On Thursday, November 7, 2019, Japanese knockout sensation and three division champion Naoya “The Monster” Inoue (19-0, 16 KOs) defeated four-division champion and future Hall of Famer, Nonito “The Filipino Flash” Donaire (40-6, 26 KOs) by unanimous decision in a thrilling fight of the year contender.
With the victory, Inoue claimed the IBF/WBA and Ring Magazine lineal world Bantamweight championships, as well as the coveted Muhammad Ali trophy presented to the winner of the World Boxing Super Series tournament.
The fight was streamed live on DAZN from the sold out Saitama Super Arena in Saitama, Japan.
Coming into the fight, Inoue was a heavy favorite, with most believing the younger man would halt the savvy veteran. If this was the agreed upon consensus, nobody informed Donaire, who took the fight to the younger man and showed no respect for his vaunted punching power and refused to crumble like the majority of Inoue opponents who came before him.
Inoue had to earn the victory and was taken the distance for only the third time in his young career. But in doing so, Inoue proved he has the heart of a champion and the will to grind out a victory when the going gets tough.
Inoue won the fight with scores of 114-113, 116-111 and 117-109 and despite being accurate, the scores don’t accurately speak to the back-and-forth nature of the fight with both men eating flush heavy leather and being hurt throughout.
The difference was also made in the 11th round when Inoue managed to score the only knockdown of the fight, a vicious left to the body that forced Donaire to take a knee.
The bout began tentatively with both combatants feeling each other out as the first connected punch came from an Inoue jab to the midsection. From the get go, it was apparent that the speed difference might prove a factor as Inoue flashed his jab through the guard of Donaire.
About midway through the round, Inoue landed a flush left hook on the chin of Donaire that initiated the first real exchange of the fight. Donaire responded with a flurry, but only managed to connect with a crushing body blow.
Donaire started more aggressively in the second round, attempting to back Inoue up behind the jab to the body. Inoue unloaded a short-left hook around the guard of Donaire that buzzed him and caused him to lose his balance briefly.
But Donaire would recover later in the round, finding his opponent with tight counter jabs and lefts, eventually connecting with a big left hook that opened up a gash over the eye of his opponent.
Through the next rounds, the pace intensified with plenty of back-and-forth action that favored both men.
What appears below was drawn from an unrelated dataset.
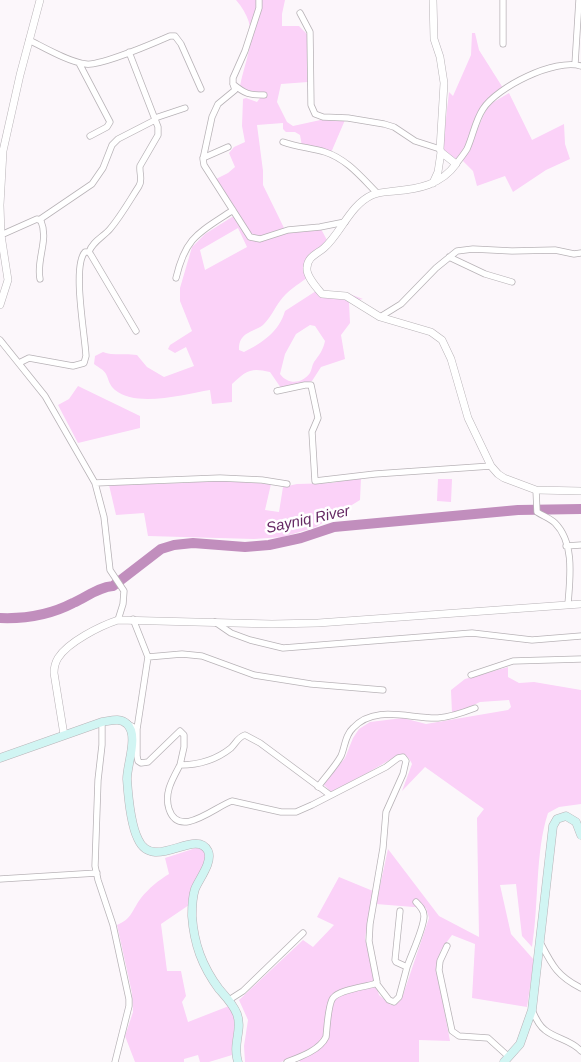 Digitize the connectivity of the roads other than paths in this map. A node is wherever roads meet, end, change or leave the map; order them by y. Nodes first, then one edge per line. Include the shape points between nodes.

Donaire’s precision became evident as Inoue began to bleed from his nose after a right hand from Doniare.
Donaire was also landing his left hook with more regularity as he became more comfortable with his range and timing.
Despite seemingly being hit more frequently in the first four rounds of the fight than his previous 18, Inoue remained in the fight connecting with his own power shots. To his credit, Donaire was taking them well, but with each passing round, the grimace of pain and look of concern after a flush shot was mounting on the face of Donaire.
The fifth round saw the first breaking point after Donaire was wobbled badly from a left hand and a swift right cross behind it. Donaire managed to tie up and reset his distance to return fire, throwing wide punches hoping to catch Inoue on the way in to no avail as he missed his wild swings and instead was caught by several stinging right hands in the closing seconds of the round.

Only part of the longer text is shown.